> WORK INSTRUCTIONS: Exact copies of all the records below should be returned.

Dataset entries
═══

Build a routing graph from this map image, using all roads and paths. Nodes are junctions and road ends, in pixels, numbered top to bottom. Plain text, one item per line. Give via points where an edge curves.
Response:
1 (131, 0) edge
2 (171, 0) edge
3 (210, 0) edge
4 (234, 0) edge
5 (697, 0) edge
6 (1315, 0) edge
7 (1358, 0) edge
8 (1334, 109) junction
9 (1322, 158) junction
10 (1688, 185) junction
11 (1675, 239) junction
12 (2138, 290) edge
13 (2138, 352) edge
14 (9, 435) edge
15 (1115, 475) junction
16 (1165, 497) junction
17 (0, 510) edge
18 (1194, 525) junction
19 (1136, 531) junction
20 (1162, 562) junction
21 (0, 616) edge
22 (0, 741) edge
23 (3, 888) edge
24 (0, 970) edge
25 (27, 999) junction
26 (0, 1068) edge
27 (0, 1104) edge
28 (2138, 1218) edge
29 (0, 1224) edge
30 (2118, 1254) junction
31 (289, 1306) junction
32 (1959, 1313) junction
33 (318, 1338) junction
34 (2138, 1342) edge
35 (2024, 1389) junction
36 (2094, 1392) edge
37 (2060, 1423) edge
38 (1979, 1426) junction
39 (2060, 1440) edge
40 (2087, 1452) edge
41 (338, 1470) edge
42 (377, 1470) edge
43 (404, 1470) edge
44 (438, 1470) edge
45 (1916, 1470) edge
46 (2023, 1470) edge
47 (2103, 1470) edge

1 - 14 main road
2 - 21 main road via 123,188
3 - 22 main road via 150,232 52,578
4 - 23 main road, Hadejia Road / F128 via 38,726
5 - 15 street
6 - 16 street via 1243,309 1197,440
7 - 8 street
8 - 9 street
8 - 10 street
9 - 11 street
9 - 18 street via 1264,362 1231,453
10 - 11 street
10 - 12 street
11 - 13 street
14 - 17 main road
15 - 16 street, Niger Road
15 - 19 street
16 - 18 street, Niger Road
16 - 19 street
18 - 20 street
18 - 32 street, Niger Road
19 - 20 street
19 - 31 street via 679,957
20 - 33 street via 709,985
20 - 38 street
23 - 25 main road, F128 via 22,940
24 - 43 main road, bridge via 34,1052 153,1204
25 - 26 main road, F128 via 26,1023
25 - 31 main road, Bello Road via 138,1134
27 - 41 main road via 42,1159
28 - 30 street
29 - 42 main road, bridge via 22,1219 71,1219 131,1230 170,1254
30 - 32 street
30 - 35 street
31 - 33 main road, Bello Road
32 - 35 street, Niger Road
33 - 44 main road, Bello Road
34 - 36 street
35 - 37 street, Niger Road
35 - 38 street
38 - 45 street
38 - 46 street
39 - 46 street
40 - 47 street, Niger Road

═══

> ANSWER SPACE:
Build a routing graph from this map image, using all roads and paths. Nodes are junctions and road ends, in pixels, numbered top to bottom. Plain text, one item per line. Give via points where an edge curves.
Response:
1 (131, 0) edge
2 (171, 0) edge
3 (210, 0) edge
4 (234, 0) edge
5 (697, 0) edge
6 (1315, 0) edge
7 (1358, 0) edge
8 (1334, 109) junction
9 (1322, 158) junction
10 (1688, 185) junction
11 (1675, 239) junction
12 (2138, 290) edge
13 (2138, 352) edge
14 (9, 435) edge
15 (1115, 475) junction
16 (1165, 497) junction
17 (0, 510) edge
18 (1194, 525) junction
19 (1136, 531) junction
20 (1162, 562) junction
21 (0, 616) edge
22 (0, 741) edge
23 (3, 888) edge
24 (0, 970) edge
25 (27, 999) junction
26 (0, 1068) edge
27 (0, 1104) edge
28 (2138, 1218) edge
29 (0, 1224) edge
30 (2118, 1254) junction
31 (289, 1306) junction
32 (1959, 1313) junction
33 (318, 1338) junction
34 (2138, 1342) edge
35 (2024, 1389) junction
36 (2094, 1392) edge
37 (2060, 1423) edge
38 (1979, 1426) junction
39 (2060, 1440) edge
40 (2087, 1452) edge
41 (338, 1470) edge
42 (377, 1470) edge
43 (404, 1470) edge
44 (438, 1470) edge
45 (1916, 1470) edge
46 (2023, 1470) edge
47 (2103, 1470) edge

1 - 14 main road
2 - 21 main road via 123,188
3 - 22 main road via 150,232 52,578
4 - 23 main road, Hadejia Road / F128 via 38,726
5 - 15 street
6 - 16 street via 1243,309 1197,440
7 - 8 street
8 - 9 street
8 - 10 street
9 - 11 street
9 - 18 street via 1264,362 1231,453
10 - 11 street
10 - 12 street
11 - 13 street
14 - 17 main road
15 - 16 street, Niger Road
15 - 19 street
16 - 18 street, Niger Road
16 - 19 street
18 - 20 street
18 - 32 street, Niger Road
19 - 20 street
19 - 31 street via 679,957
20 - 33 street via 709,985
20 - 38 street
23 - 25 main road, F128 via 22,940
24 - 43 main road, bridge via 34,1052 153,1204
25 - 26 main road, F128 via 26,1023
25 - 31 main road, Bello Road via 138,1134
27 - 41 main road via 42,1159
28 - 30 street
29 - 42 main road, bridge via 22,1219 71,1219 131,1230 170,1254
30 - 32 street
30 - 35 street
31 - 33 main road, Bello Road
32 - 35 street, Niger Road
33 - 44 main road, Bello Road
34 - 36 street
35 - 37 street, Niger Road
35 - 38 street
38 - 45 street
38 - 46 street
39 - 46 street
40 - 47 street, Niger Road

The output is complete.